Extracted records
-- Opening Marker --
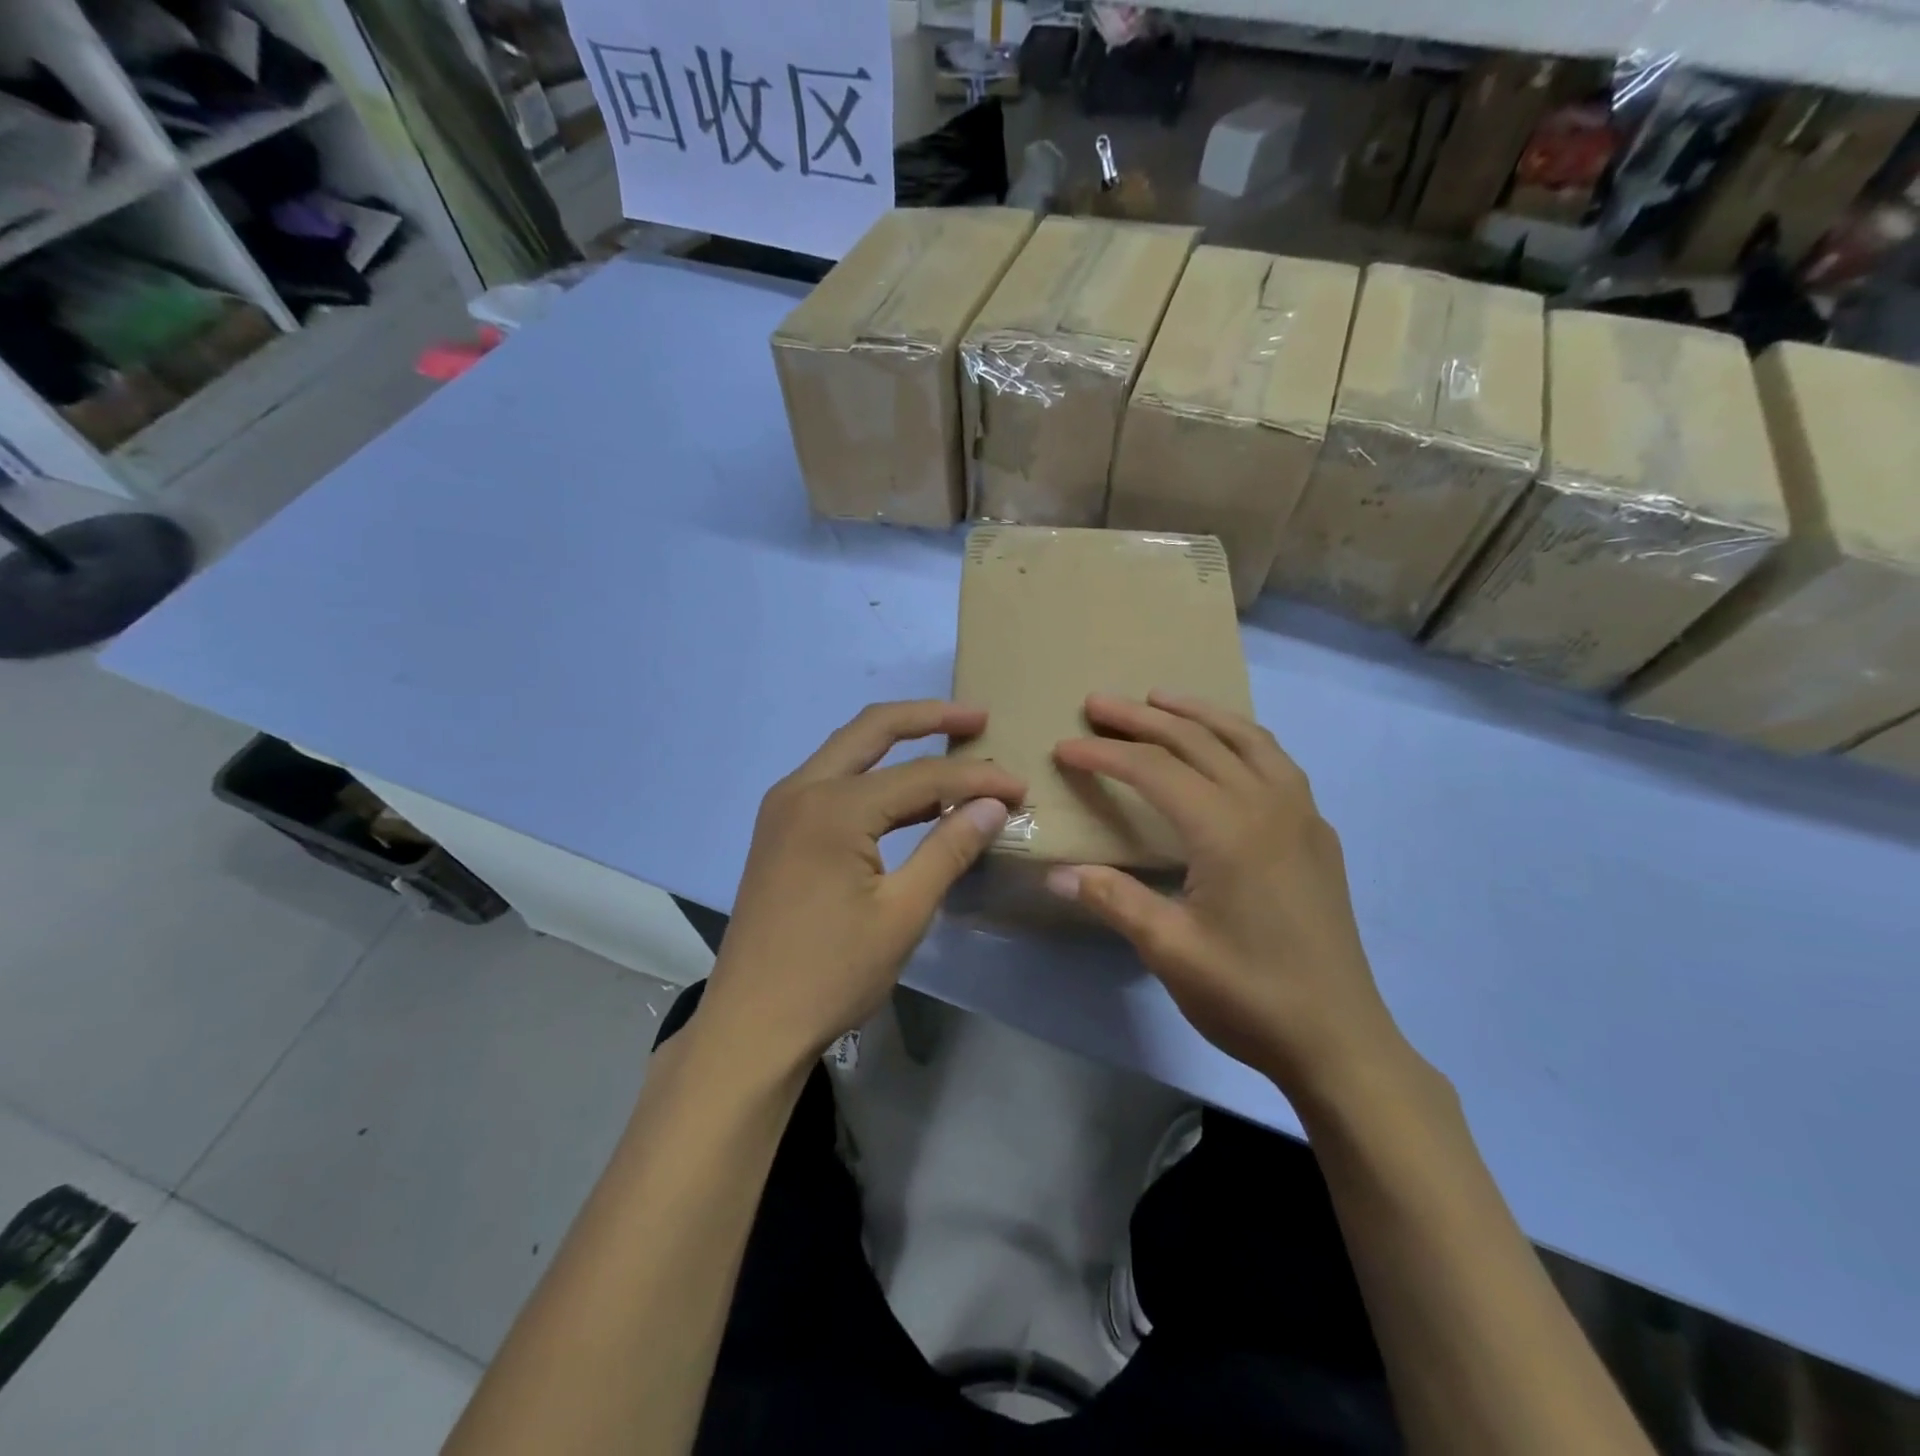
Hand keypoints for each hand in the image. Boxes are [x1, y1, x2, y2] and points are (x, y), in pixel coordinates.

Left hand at [698, 701, 1025, 1071]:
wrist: (752, 1023)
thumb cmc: (832, 973)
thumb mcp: (903, 913)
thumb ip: (949, 849)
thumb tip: (993, 805)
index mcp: (833, 807)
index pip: (921, 775)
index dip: (975, 779)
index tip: (1018, 787)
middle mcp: (802, 790)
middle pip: (873, 729)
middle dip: (928, 717)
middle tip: (978, 719)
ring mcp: (784, 807)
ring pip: (849, 750)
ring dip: (899, 742)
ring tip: (953, 746)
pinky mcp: (780, 829)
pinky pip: (834, 781)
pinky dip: (875, 776)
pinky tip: (911, 796)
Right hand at [1048, 692, 1411, 1101]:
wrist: (1340, 1040)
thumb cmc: (1250, 995)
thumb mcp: (1170, 951)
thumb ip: (1113, 901)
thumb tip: (1056, 873)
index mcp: (1228, 830)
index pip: (1154, 769)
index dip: (1104, 755)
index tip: (1064, 749)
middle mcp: (1268, 805)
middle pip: (1198, 740)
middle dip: (1142, 718)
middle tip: (1097, 703)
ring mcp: (1301, 815)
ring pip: (1246, 738)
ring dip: (1198, 713)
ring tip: (1160, 699)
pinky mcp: (1318, 834)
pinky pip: (1275, 761)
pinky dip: (1240, 737)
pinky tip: (1226, 748)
-- Closing Marker --
Exercise objective »
Quote, word for word, every line starting at the one that contains "middle mcp: (1268, 805)" and ending with the final line of the entries.

Response to the task »
middle mcp: (1268, 805)
middle pip: (1198, 740)
middle dip: (1142, 718)
middle tip: (1097, 703)
ring mcp: (1301, 815)
ring pip: (1246, 738)
ring dip: (1198, 713)
ring tip: (1160, 699)
pinky mcp: (1318, 834)
pinky pip: (1275, 761)
pinky dip: (1240, 737)
pinky tip: (1226, 748)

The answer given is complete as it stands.